Preserve and grow your wealth during economic uncertainty
United States President Donald Trump’s reciprocal tariff announcements in April sparked significant economic turbulence. Without a significant rollback in tariffs, U.S. tariffs could potentially reach their highest levels in over a century. While recent de-escalation efforts such as the U.S.-China trade truce were encouraging, these bold policy moves have dampened business investment, weakened consumer sentiment, slowed overall economic momentum and significantly heightened market volatility. In these uncertain times, the last thing that investors should do is overreact to the news and panic sell their positions in a fear-driven market.
How can we effectively respond to the current market dynamics as investors?
1. Maintain emotional discipline
Successful investors understand that managing your emotional response to market volatility is just as important as managing your portfolio. It is important to recognise the difference between financial risk tolerance and emotional risk tolerance, and resist panic selling during market downturns.
While financial risk tolerance refers to your objective ability to withstand market fluctuations based on factors like time horizon, income stability, and overall financial position, emotional risk tolerance concerns your psychological response to seeing your investments lose value. Such times will call for both, and it is crucial to remain level-headed even when your investments show a paper loss.
2. Diversification as defence
Diversifying investments across different asset classes helps insulate your portfolio from significant losses when specific segments of the market decline. Effective diversification ensures that your investments react differently to the same economic conditions, providing a natural buffer against volatility.

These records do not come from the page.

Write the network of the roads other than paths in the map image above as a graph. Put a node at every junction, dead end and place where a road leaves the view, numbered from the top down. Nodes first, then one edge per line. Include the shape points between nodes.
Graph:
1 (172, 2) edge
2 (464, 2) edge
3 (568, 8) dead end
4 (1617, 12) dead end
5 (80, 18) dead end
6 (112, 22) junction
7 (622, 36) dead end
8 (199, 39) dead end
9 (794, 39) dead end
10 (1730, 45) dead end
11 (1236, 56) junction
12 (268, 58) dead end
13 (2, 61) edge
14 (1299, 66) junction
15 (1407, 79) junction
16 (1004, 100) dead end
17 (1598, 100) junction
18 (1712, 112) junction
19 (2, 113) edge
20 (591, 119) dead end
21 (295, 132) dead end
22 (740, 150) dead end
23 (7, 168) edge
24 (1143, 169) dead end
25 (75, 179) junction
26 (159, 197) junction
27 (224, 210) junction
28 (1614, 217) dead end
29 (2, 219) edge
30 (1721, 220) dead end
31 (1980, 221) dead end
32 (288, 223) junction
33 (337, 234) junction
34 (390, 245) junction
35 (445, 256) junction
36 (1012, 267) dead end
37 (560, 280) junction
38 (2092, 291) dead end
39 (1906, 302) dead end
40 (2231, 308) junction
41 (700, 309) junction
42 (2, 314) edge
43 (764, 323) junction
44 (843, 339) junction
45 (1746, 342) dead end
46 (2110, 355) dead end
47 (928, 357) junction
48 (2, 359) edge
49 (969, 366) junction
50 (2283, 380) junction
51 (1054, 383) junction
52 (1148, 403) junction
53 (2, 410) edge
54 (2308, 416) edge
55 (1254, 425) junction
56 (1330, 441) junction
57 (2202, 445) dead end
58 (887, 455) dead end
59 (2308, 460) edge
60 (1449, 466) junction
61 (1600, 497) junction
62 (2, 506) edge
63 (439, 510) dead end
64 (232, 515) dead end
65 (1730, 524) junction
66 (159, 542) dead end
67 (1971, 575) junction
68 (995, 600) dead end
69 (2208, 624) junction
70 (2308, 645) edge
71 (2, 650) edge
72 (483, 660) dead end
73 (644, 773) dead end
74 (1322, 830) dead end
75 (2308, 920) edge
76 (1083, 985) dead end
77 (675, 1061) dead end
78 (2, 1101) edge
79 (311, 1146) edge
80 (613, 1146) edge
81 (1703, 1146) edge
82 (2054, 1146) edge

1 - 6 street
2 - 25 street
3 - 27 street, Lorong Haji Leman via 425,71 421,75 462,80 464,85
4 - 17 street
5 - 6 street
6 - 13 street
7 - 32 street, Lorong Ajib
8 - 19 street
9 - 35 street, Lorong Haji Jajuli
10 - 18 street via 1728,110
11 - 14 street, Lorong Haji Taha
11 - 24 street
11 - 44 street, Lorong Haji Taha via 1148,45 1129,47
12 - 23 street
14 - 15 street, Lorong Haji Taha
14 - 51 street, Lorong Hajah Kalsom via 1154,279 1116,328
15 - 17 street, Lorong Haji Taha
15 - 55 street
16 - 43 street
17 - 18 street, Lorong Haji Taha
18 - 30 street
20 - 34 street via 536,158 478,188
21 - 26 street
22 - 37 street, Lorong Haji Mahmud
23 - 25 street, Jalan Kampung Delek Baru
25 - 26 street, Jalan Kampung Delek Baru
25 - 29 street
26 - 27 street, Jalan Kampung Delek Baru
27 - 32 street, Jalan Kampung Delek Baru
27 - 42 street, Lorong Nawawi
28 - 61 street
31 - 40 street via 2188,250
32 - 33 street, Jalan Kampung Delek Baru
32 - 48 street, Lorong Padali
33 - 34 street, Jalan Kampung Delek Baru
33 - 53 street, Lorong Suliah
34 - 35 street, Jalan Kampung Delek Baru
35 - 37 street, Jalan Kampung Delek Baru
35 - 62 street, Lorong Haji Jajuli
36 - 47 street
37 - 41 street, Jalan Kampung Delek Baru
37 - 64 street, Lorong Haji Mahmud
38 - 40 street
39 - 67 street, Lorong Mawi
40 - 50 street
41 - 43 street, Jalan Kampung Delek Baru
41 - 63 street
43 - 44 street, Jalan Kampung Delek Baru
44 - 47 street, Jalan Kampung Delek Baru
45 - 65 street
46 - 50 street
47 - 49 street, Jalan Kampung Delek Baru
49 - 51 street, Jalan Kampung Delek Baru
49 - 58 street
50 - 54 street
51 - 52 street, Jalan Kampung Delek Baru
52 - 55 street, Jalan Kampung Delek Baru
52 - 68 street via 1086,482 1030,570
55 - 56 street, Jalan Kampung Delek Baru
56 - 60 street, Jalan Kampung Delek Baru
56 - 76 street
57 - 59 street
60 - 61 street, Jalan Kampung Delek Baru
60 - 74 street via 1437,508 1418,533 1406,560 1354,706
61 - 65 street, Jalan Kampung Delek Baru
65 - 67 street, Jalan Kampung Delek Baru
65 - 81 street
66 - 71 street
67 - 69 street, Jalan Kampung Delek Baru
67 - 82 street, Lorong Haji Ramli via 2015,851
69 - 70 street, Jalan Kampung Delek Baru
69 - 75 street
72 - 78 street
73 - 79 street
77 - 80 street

Take time to reassess your current allocation across stocks, bonds, and other assets. Given the rising risks to growth in the current environment, consider reducing exposure to cyclical sectors like technology, which tend to be more volatile during economic slowdowns. Similarly, it is prudent to minimise holdings in high-risk bonds that could face liquidity challenges during market stress.
“The key message that we have always been emphasising is to maintain a diversified portfolio and not put all your eggs in one basket,” said Mr Eddy Loh, Chief Investment Officer of Maybank Group Wealth Management in a CNA podcast as he discussed investments in the midst of Trump’s tariffs.
3. Identify strategic opportunities

Beyond the short term, a sell-down in the market could present opportunities to invest at more favourable valuations, said Mr Loh. Market sell-offs, while uncomfortable, often create attractive entry points for long-term investors.
Focus your research on companies with strong balance sheets, characterised by lower debt levels and healthy cash flows. These businesses typically have the financial flexibility to weather economic storms and potentially emerge stronger than their competitors. Their solid financial foundation provides a buffer to adapt to changing market conditions and continue operations even in a downturn.
Another move is to add defensive sectors like healthcare and consumer staples to your portfolio. These industries benefit from relatively inelastic demand as their products remain necessities regardless of economic conditions. Hence, such sectors may demonstrate greater resilience during economic contractions and can help stabilise your portfolio when growth stocks struggle.
In today’s economic environment, measured responses are key. Tariff-related uncertainty will likely persist, but disciplined investors can stay the course and navigate these challenges without succumbing to emotional impulses.
“Maybe this is the time to really build up the resilience of your portfolio, then you can sleep better at night amidst all these market volatilities,” said Mr Loh.

the bottom line:
In uncertain times, investing calls for a balance between defensive positioning and strategic positioning for upside gains.